• SUPPLIED ENTRIES:
..............................

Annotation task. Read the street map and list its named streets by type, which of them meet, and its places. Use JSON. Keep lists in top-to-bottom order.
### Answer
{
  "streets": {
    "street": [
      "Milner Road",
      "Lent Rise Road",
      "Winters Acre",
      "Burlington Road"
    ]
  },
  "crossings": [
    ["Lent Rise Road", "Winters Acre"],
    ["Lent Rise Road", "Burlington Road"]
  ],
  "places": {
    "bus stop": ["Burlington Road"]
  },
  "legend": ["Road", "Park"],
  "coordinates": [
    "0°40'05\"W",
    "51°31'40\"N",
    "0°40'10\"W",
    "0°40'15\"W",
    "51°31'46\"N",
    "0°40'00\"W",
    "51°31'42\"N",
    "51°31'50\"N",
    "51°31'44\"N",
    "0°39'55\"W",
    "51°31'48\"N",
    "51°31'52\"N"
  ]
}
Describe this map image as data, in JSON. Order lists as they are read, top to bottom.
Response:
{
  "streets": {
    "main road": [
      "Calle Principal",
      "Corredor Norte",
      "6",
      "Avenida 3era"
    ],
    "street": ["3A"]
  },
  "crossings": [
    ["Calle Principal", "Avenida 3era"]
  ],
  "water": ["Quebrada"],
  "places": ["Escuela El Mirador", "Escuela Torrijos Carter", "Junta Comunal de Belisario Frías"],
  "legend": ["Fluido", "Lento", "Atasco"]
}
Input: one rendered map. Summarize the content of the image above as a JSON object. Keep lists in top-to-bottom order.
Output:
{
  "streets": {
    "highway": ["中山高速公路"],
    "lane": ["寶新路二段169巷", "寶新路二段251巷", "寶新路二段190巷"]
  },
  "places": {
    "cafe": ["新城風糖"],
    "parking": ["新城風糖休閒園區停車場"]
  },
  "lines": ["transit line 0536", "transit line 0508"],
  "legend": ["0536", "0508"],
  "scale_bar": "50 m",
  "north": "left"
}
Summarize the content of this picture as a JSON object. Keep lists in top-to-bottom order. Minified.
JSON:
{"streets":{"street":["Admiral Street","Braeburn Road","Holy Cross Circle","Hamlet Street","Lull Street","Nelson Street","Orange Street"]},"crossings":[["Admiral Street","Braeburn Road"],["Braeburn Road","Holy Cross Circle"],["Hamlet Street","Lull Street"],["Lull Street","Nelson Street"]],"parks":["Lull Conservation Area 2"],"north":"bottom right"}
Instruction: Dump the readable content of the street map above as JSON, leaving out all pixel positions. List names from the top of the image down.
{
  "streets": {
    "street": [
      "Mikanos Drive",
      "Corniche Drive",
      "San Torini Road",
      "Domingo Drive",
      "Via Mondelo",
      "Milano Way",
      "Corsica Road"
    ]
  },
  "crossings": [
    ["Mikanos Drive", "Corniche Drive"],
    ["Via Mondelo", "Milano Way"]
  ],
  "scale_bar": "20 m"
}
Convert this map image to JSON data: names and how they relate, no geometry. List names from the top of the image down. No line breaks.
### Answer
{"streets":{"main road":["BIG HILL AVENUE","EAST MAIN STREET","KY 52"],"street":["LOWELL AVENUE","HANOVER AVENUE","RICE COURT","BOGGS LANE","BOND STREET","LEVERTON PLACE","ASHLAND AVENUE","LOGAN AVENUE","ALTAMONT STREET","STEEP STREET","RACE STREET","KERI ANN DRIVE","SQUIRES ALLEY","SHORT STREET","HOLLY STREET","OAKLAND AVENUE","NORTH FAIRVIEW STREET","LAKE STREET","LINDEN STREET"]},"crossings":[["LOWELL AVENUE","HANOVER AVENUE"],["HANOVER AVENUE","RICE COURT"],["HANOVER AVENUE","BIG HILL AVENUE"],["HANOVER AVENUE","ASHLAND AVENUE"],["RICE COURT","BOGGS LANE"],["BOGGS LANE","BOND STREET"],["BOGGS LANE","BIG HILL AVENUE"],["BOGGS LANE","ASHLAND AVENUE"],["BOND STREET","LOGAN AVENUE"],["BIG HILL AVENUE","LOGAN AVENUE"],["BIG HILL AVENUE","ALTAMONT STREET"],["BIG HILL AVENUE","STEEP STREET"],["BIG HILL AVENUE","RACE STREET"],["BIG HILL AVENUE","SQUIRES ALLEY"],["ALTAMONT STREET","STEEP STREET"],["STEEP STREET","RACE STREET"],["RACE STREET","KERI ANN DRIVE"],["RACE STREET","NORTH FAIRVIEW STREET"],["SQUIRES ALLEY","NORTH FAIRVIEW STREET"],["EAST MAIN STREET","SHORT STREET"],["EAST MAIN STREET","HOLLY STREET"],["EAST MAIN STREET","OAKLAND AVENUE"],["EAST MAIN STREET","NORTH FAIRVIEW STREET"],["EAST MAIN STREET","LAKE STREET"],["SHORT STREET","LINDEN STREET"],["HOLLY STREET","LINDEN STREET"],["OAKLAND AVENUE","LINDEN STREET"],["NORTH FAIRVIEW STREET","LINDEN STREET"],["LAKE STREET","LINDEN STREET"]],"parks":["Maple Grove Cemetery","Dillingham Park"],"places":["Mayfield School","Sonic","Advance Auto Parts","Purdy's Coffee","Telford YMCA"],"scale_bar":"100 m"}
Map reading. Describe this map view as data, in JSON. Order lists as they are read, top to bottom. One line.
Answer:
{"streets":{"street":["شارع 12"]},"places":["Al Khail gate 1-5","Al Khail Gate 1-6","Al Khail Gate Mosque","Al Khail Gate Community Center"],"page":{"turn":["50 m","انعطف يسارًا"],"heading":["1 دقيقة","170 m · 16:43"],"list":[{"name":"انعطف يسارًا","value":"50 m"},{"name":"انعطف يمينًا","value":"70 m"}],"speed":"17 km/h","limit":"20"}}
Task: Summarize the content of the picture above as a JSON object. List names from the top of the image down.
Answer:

..............................

• WHAT IS REQUIRED:
Every line of the data above is to be copied out exactly.

• TASK ANSWER:
Annotation task. Read the street map and list its named streets by type, which of them meet, and its places. Use JSON. Keep lists in top-to-bottom order.
### Answer
{
  "streets": {
    "street": [
      "Milner Road",
      "Lent Rise Road",
      "Winters Acre",
      "Burlington Road"
    ]
  },
  "crossings": [
    ["Lent Rise Road", "Winters Acre"],
    ["Lent Rise Road", "Burlington Road"]
  ],
  "places": {
    "bus stop": ["Burlington Road"]
  },
  "legend": ["Road", "Park"],
  "coordinates": [
    "0°40'05\"W",
    "51°31'40\"N",
    "0°40'10\"W",
    "0°40'15\"W",
    "51°31'46\"N",
    "0°40'00\"W",
    "51°31'42\"N",
    "51°31'50\"N",
    "51°31'44\"N",
    "0°39'55\"W",
    "51°31'48\"N",
    "51°31'52\"N"
  ]
}
Describe this map image as data, in JSON. Order lists as they are read, top to bottom.
Response:
{
  "streets": {
    "main road": [
      "Calle Principal",
      "Corredor Norte",
      "6",
      "Avenida 3era"
    ],
    "street": ["3A"]
  },
  "crossings": [
    ["Calle Principal", "Avenida 3era"]
  ],
  "water": ["Quebrada"],
  "places": ["Escuela El Mirador", "Escuela Torrijos Carter", "Junta Comunal de Belisario Frías"],
  "legend": ["Fluido", "Lento", "Atasco"]
}
Input: one rendered map. Summarize the content of the image above as a JSON object. Keep lists in top-to-bottom order.
Output:
{
  "streets": {
    "highway": ["中山高速公路"],
    "lane": ["寶新路二段169巷", "寶新路二段251巷", "寶新路二段190巷"]
  },
  "places": {
    "cafe": ["新城風糖"],
    "parking": ["新城風糖休閒園區停車場"]
  },
  "lines": ["transit line 0536", "transit line 0508"],
  "legend": ["0536", "0508"],
  "scale_bar": "50 m",
  "north": "left"
}
Summarize the content of this picture as a JSON object. Keep lists in top-to-bottom order. Minified.
JSON:
{"streets":{"street":["Admiral Street","Braeburn Road","Holy Cross Circle","Hamlet Street","Lull Street","Nelson Street","Orange Street"]},"crossings":[["Admiral Street","Braeburn Road"],["Braeburn Road","Holy Cross Circle"],["Hamlet Street","Lull Street"],["Lull Street","Nelson Street"]],"parks":["Lull Conservation Area 2"],"north":"bottom right"}
Instruction: Dump the readable content of the street map above as JSON, leaving out all pixel positions. List names from the top of the image down.
{
  "streets": {
    "street": [
      "Mikanos Drive",
      "Corniche Drive",
      "San Torini Road",
      "Domingo Drive",
      "Via Mondelo",
      "Milano Way",
      "Corsica Road"
    ]
  },
  "crossings": [
    ["Mikanos Drive", "Corniche Drive"],
    ["Via Mondelo", "Milano Way"]
  ],
  "scale_bar": "20 m"
}
Convert this map image to JSON data: names and how they relate, no geometry. List names from the top of the image down. No line breaks.
### Answer
{"streets":{"main road":["BIG HILL AVENUE","EAST MAIN STREET","KY 52"],"street":["LOWELL AVENUE","HANOVER AVENUE","RICE COURT","BOGGS LANE","BOND STREET","LEVERTON PLACE","ASHLAND AVENUE","LOGAN AVENUE","ALTAMONT STREET","STEEP STREET","RACE STREET","KERI ANN DRIVE","SQUIRES ALLEY","SHORT STREET","HOLLY STREET","OAKLAND AVENUE","NORTH FAIRVIEW STREET","LAKE STREET","LINDEN STREET"]},"crossings":[["LOWELL AVENUE","HANOVER AVENUE"],["HANOVER AVENUE","RICE COURT"],["HANOVER AVENUE","BIG HILL AVENUE"],["HANOVER AVENUE","ASHLAND AVENUE"],["RICE COURT","BOGGS LANE"],["BOGGS LANE","BOND STREET"],["BOGGS LANE","BIG HILL AVENUE"],["BOGGS LANE","ASHLAND AVENUE"],["BOND STREET","LOGAN AVENUE"],["BIG HILL AVENUE","LOGAN AVENUE"],["BIG HILL AVENUE","ALTAMONT STREET"],["BIG HILL AVENUE","STEEP STREET"],["BIG HILL AVENUE","RACE STREET"],["BIG HILL AVENUE","SQUIRES ALLEY"],["ALTAMONT STREET","STEEP STREET"],["STEEP STREET","RACE STREET"],["RACE STREET","KERI ANN DRIVE"],["RACE STREET","NORTH FAIRVIEW STREET"],["SQUIRES ALLEY","NORTH FAIRVIEW STREET"],["EAST MAIN STREET","SHORT STREET"],["EAST MAIN STREET","HOLLY STREET"],["EAST MAIN STREET","OAKLAND AVENUE"],["EAST MAIN STREET","NORTH FAIRVIEW STREET"],["EAST MAIN STREET","LAKE STREET"],["SHORT STREET","LINDEN STREET"],["HOLLY STREET","LINDEN STREET"],["OAKLAND AVENUE","LINDEN STREET"],["NORTH FAIRVIEW STREET","LINDEN STREET"],["LAKE STREET","LINDEN STREET"]],"parks":["Maple Grove Cemetery","Dillingham Park"],"places":["Mayfield School","Sonic","Advance Auto Parts","Purdy's Coffee","Telford YMCA"],"scale_bar":"100 m"}
Map reading. Describe this map view as data, in JSON. Order lists as they are read, top to bottom. One line.
Answer:
{"streets":{"street":["شارع 12"]},"places":["Al Khail gate 1-5","Al Khail Gate 1-6","Al Khail Gate Mosque","Al Khail Gate Community Center"],"page":{"turn":["50 m","انعطف يسارًا"],"heading":["1 دقيقة","170 m · 16:43"],"list":[{"name":"انعطف يسارًا","value":"50 m"},{"name":"انعطف يمينًا","value":"70 m"}],"speed":"17 km/h","limit":"20"}}
Task: Summarize the content of the picture above as a JSON object. List names from the top of the image down.
Answer:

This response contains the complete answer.